Projections for 2019 are that the number of cancellations are going to be higher than last years total. Hopefully, if you are one of the unlucky ones whose project isn’t going to be built, you at least get the return of your deposit back.

Even though Tarion insures deposits up to $20,000.00, in many cases your deposit can be four times that amount. Buyers who bought from the now bankrupt Urbancorp developer know the sting of that first hand. It could take years to get your money back, and maybe not in its entirety.

Developers have always targeted the investor buyer and over the past eight years, they’ve upped their focus in this area. Targeting buyers through slick marketing campaigns, above average compensation to agents (many whom work entirely in the interest of the developer, even though they appear to have a third party arms length relationship) and finally, a combo of savvy investor and naive buyers looking to score that VIP price.

Buying a new construction condo today has become more of a speculative investment, due to the high cost of purchase, and the current rental rates being paid. Most units are operating at a monthly loss, with many in the 50% per month range. It baffles me why an investor who could purchase a fairly new resale unit between $800-$900/sq ft opts instead to pay $1100-$1200 and has to wait four years to make money?

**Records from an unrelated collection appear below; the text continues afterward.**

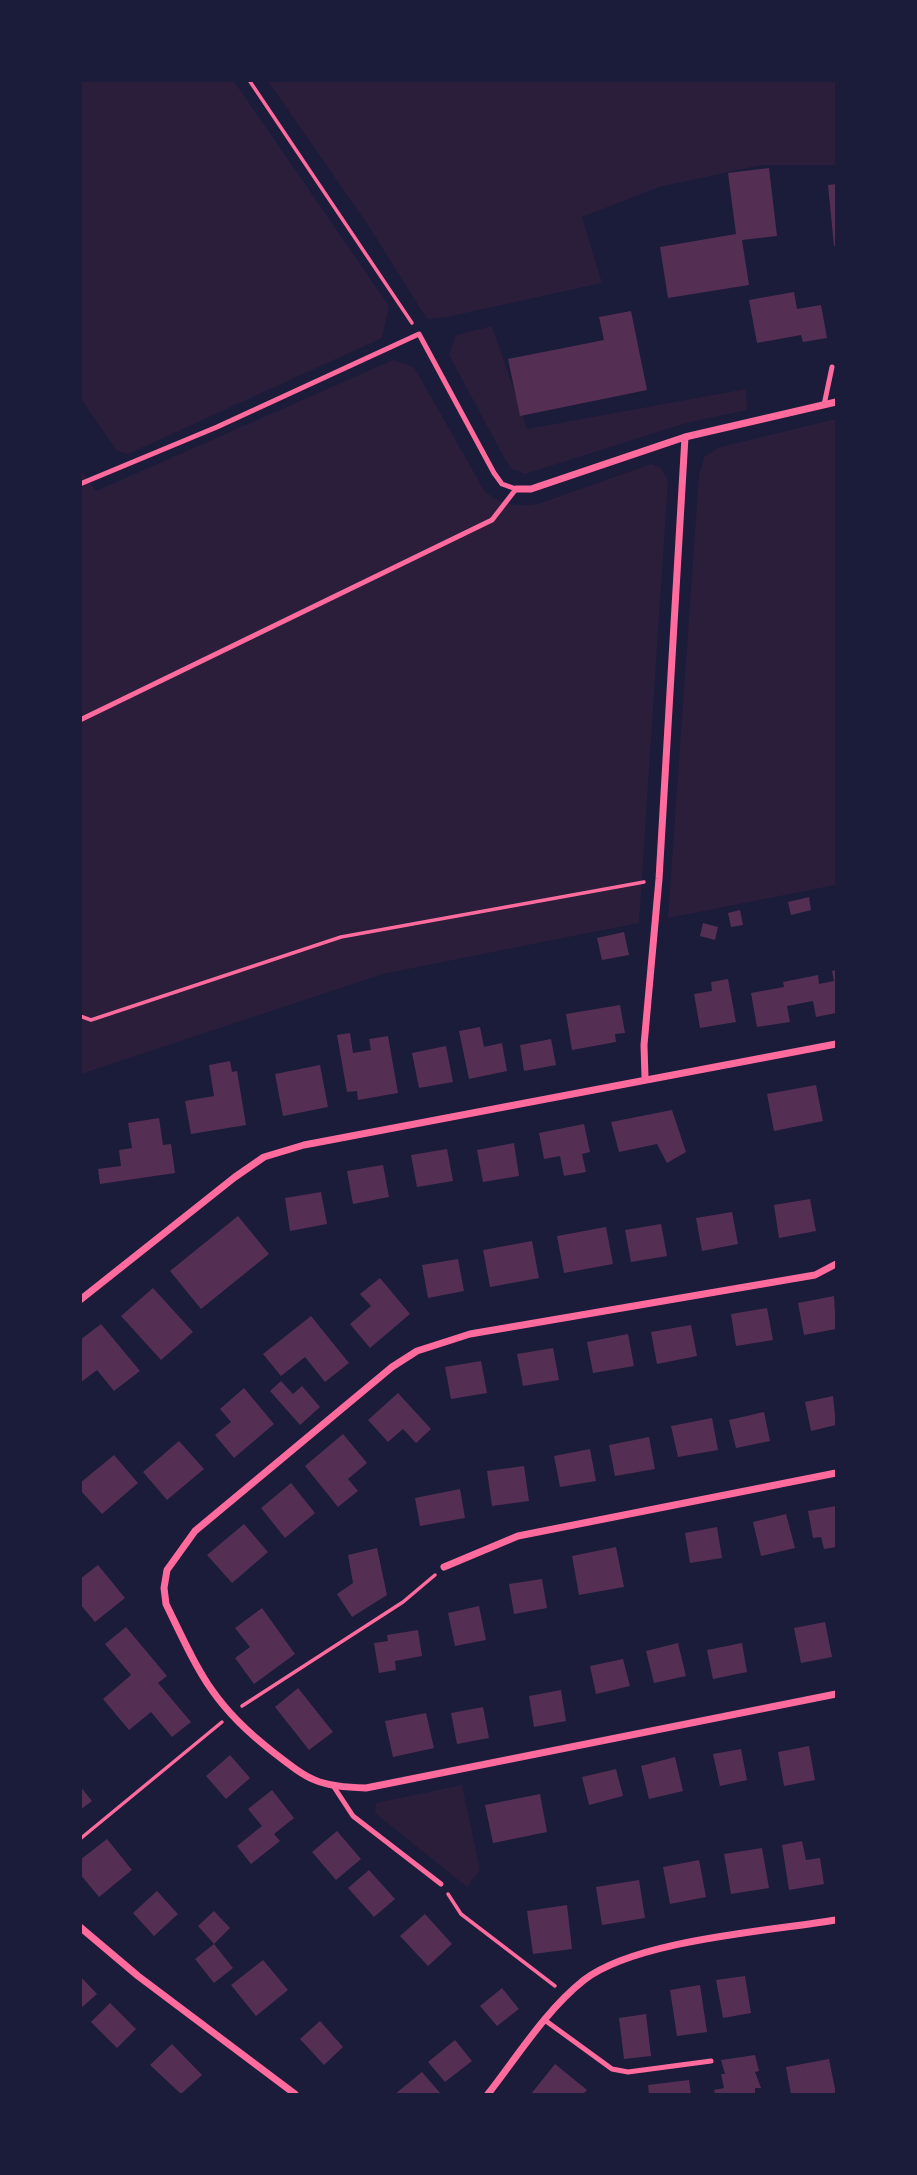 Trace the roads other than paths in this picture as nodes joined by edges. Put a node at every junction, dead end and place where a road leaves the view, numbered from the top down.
1 (832, 367) dead end
2 (836, 402) edge
3 (824, 405) junction
4 (685, 438) junction
5 (80, 484) edge
6 (516, 489) junction
7 (80, 720) edge
8 (836, 1044) edge
9 (645, 1078) junction
10 (836, 1264) edge
11 (80, 1300) edge
12 (836, 1473) edge
13 (444, 1567) road end
14 (836, 1693) edge
15 (334, 1787) junction
16 (441, 1884) road end
17 (836, 1920) edge
18 (80, 1927) edge
19 (546, 2021) junction
20 (711, 2061) dead end
21 (295, 2095) edge
22 (488, 2095) edge

1 - 3 lane
2 - 3 street
3 - 4 street
4 - 6 street
4 - 9 street
5 - 6 lane
6 - 7 lane
8 - 9 street
9 - 11 street
10 - 15 street
12 - 13 street
14 - 15 street
15 - 16 lane
17 - 19 street
18 - 21 street
19 - 20 lane
19 - 22 street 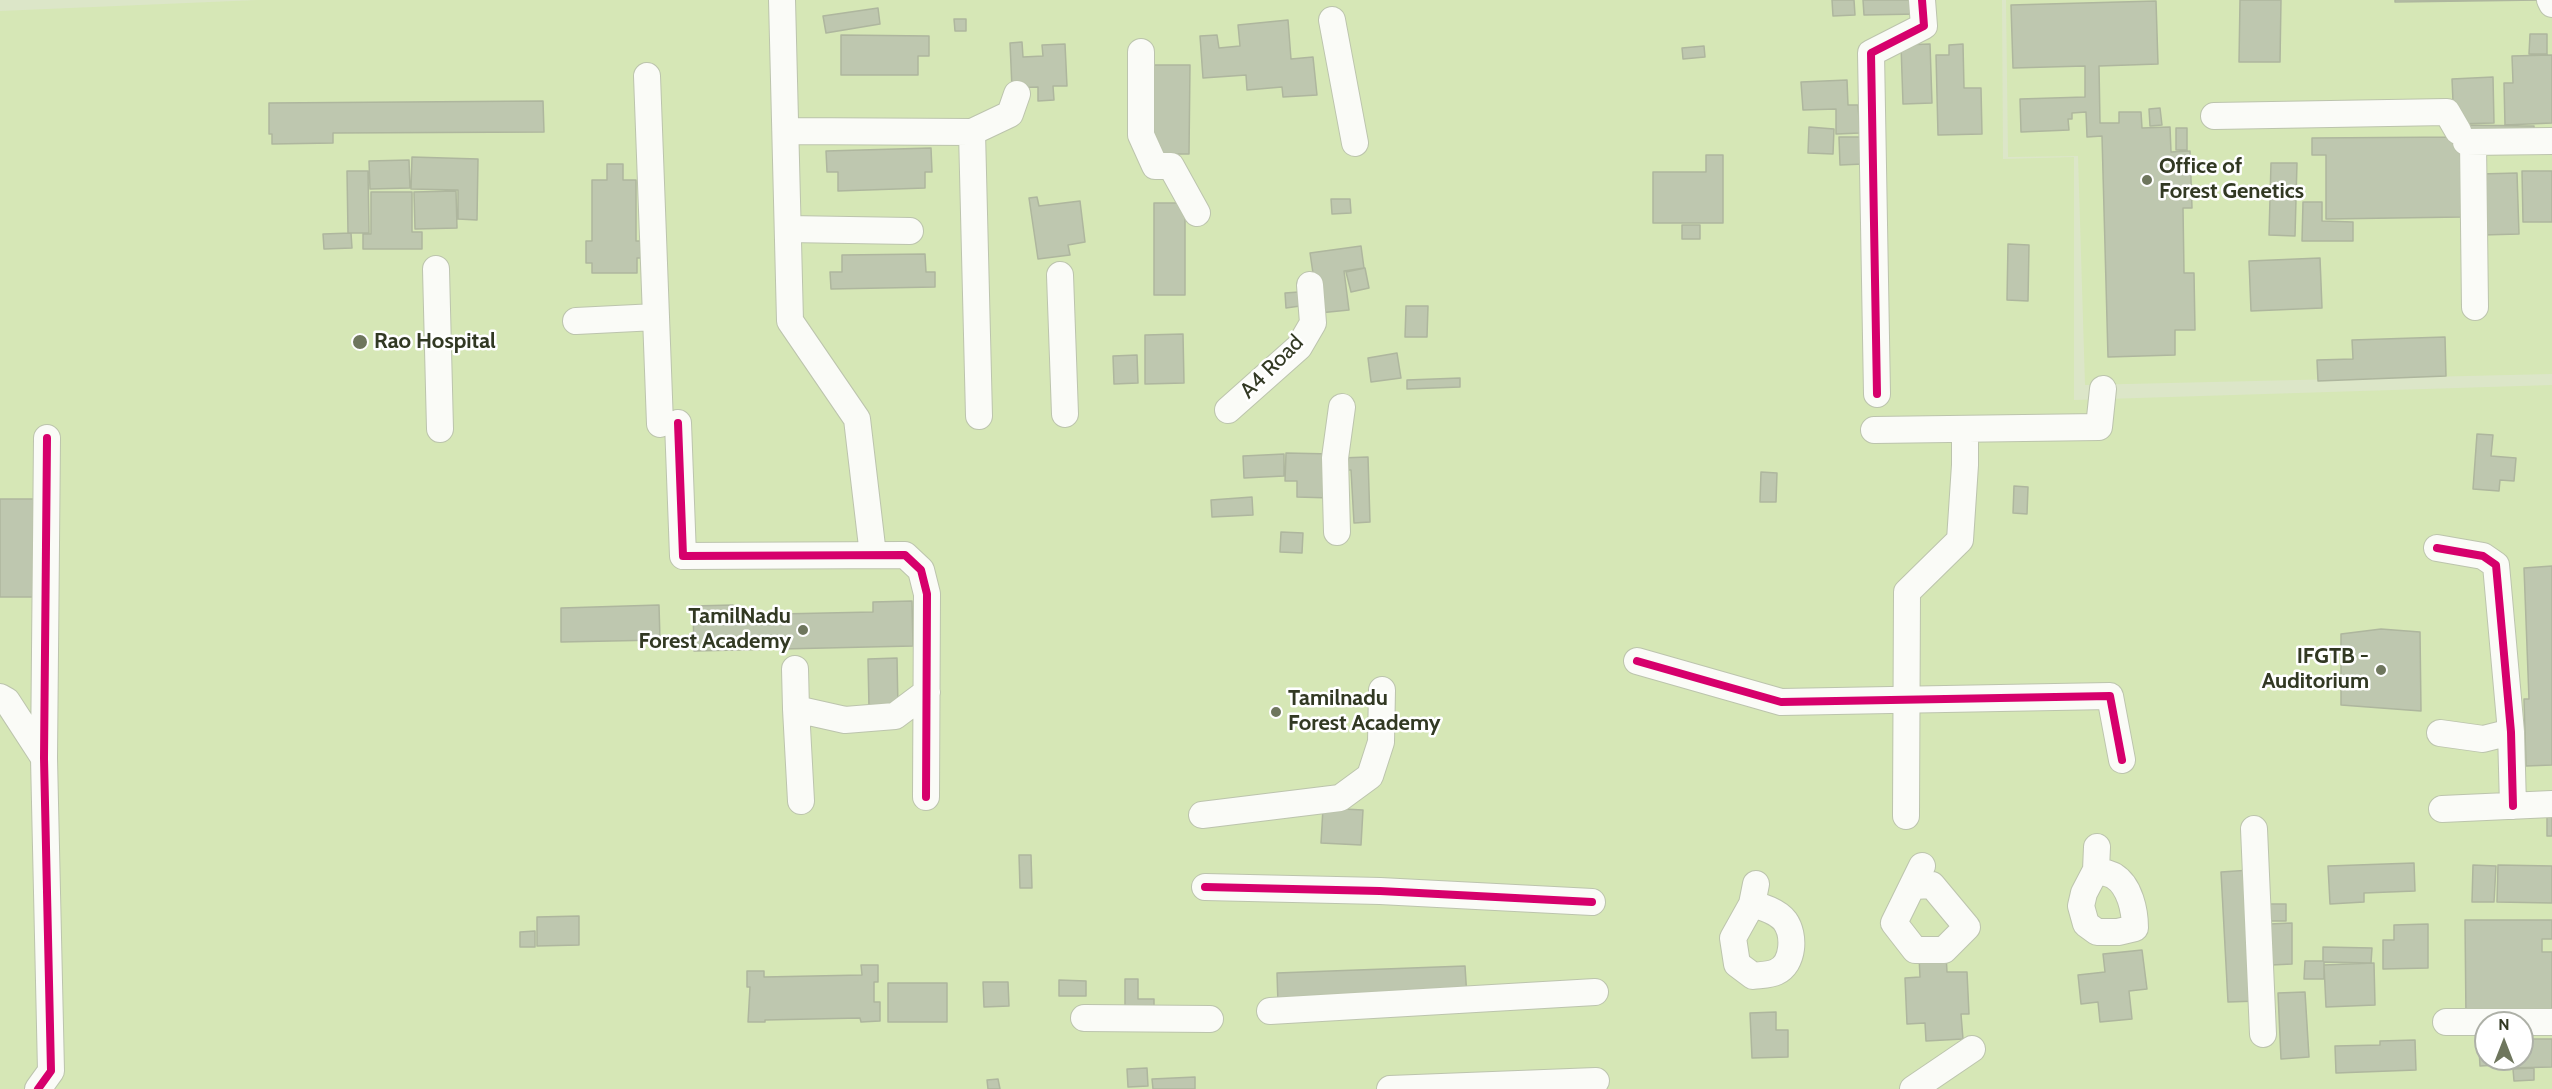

All this being said, the key to purchasing new construction if that’s your preference is to make sure that you are dealing with a reputable developer who has a history of delivery their sold units. Don’t be caught up in the greed of VIP pricing, and suspect locations. Stick to those that have made developing a long term business, this should help ensure that your purchase isn’t cancelled after years of a project being sold out.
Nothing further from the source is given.